> **Collected data entries**:
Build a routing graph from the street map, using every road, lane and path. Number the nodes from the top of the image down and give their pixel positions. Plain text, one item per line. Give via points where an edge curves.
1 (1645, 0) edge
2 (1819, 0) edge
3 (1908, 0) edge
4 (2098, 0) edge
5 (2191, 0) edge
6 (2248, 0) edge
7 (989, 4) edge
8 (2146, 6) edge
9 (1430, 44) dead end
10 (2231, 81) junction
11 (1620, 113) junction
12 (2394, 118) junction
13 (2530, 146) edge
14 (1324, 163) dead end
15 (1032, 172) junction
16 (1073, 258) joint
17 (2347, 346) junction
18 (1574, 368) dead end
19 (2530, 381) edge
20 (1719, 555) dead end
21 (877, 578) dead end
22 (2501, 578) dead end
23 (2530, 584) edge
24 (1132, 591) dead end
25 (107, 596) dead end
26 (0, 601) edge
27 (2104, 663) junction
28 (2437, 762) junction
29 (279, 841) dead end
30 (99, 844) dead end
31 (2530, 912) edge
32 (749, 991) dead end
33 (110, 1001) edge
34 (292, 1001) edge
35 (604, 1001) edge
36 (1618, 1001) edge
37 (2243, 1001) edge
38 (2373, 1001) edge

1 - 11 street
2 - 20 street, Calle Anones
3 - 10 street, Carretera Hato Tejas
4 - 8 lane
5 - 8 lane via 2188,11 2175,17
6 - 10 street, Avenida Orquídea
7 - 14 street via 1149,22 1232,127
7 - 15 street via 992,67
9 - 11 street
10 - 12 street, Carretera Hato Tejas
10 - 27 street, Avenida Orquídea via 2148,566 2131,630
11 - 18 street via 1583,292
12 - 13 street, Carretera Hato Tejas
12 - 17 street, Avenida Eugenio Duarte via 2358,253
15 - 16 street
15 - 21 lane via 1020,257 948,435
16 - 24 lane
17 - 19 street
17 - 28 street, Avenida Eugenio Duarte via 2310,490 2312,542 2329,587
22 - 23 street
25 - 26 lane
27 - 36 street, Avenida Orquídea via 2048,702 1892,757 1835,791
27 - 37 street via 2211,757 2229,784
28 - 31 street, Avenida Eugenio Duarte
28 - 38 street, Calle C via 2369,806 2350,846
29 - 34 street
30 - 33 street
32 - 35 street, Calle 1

> **EXERCISE REQUIREMENTS**: All lines from the records above should be copied exactly.

> **RESPONSE BELOW**:
Build a routing graph from the street map, using every road, lane and path. Number the nodes from the top of the image down and give their pixel positions. Plain text, one item per line. Give via points where an edge curves.
1 (1645, 0) edge
2 (1819, 0) edge
3 (1908, 0) edge
4 (2098, 0) edge
5 (2191, 0) edge
6 (2248, 0) edge
7 (989, 4) edge
8 (2146, 6) edge
9 (1430, 44) dead end
10 (2231, 81) junction
11 (1620, 113) junction
12 (2394, 118) junction
13 (2530, 146) edge
14 (1324, 163) dead end
15 (1032, 172) junction
16 (1073, 258) joint
17 (2347, 346) junction
18 (1574, 368) dead end
19 (2530, 381) edge
20 (1719, 555) dead end
21 (877, 578) dead end
22 (2501, 578) dead end
23 (2530, 584) edge
24 (1132, 591) dead end
25 (107, 596) dead end
26 (0, 601) edge
27 (2104, 663) junction
28 (2437, 762) junction
29 (279, 841) dead end
30 (99, 844) dead end
31 (2530, 912) edge
32 (749, 991) dead end
33 (110, 1001) edge
34 (292, 1001) edge
35 (604, 1001) edge
36 (1618, 1001) edge
37 (2243, 1001) edge
38 (2373, 1001) edge

1 - 11 street
2 - 20 street, Calle Anones
3 - 10 street, Carretera Hato Tejas
4 - 8 lane
5 - 8 lane via 2188,11 2175,17
6 - 10 street, Avenida Orquídea
7 - 14 street via 1149,22 1232,127
7 - 15 street via 992,67
9 - 11 street
10 - 12 street, Carretera Hato Tejas
10 - 27 street, Avenida Orquídea via 2148,566 2131,630
11 - 18 street via 1583,292
12 - 13 street, Carretera Hato Tejas
12 - 17 street, Avenida Eugenio Duarte via 2358,253
15 - 16 street
15 - 21 lane via 1020,257 948,435
16 - 24 lane
17 - 19 street
17 - 28 street, Avenida Eugenio Duarte via 2310,490 2312,542 2329,587
22 - 23 street
25 - 26 lane
27 - 36 street, Avenida Orquídea via 2048,702 1892,757 1835,791
27 - 37 street via 2211,757 2229,784
28 - 31 street, Avenida Eugenio Duarte
28 - 38 street, Calle C via 2369,806 2350,846
29 - 34 street
30 - 33 street
32 - 35 street, Calle 1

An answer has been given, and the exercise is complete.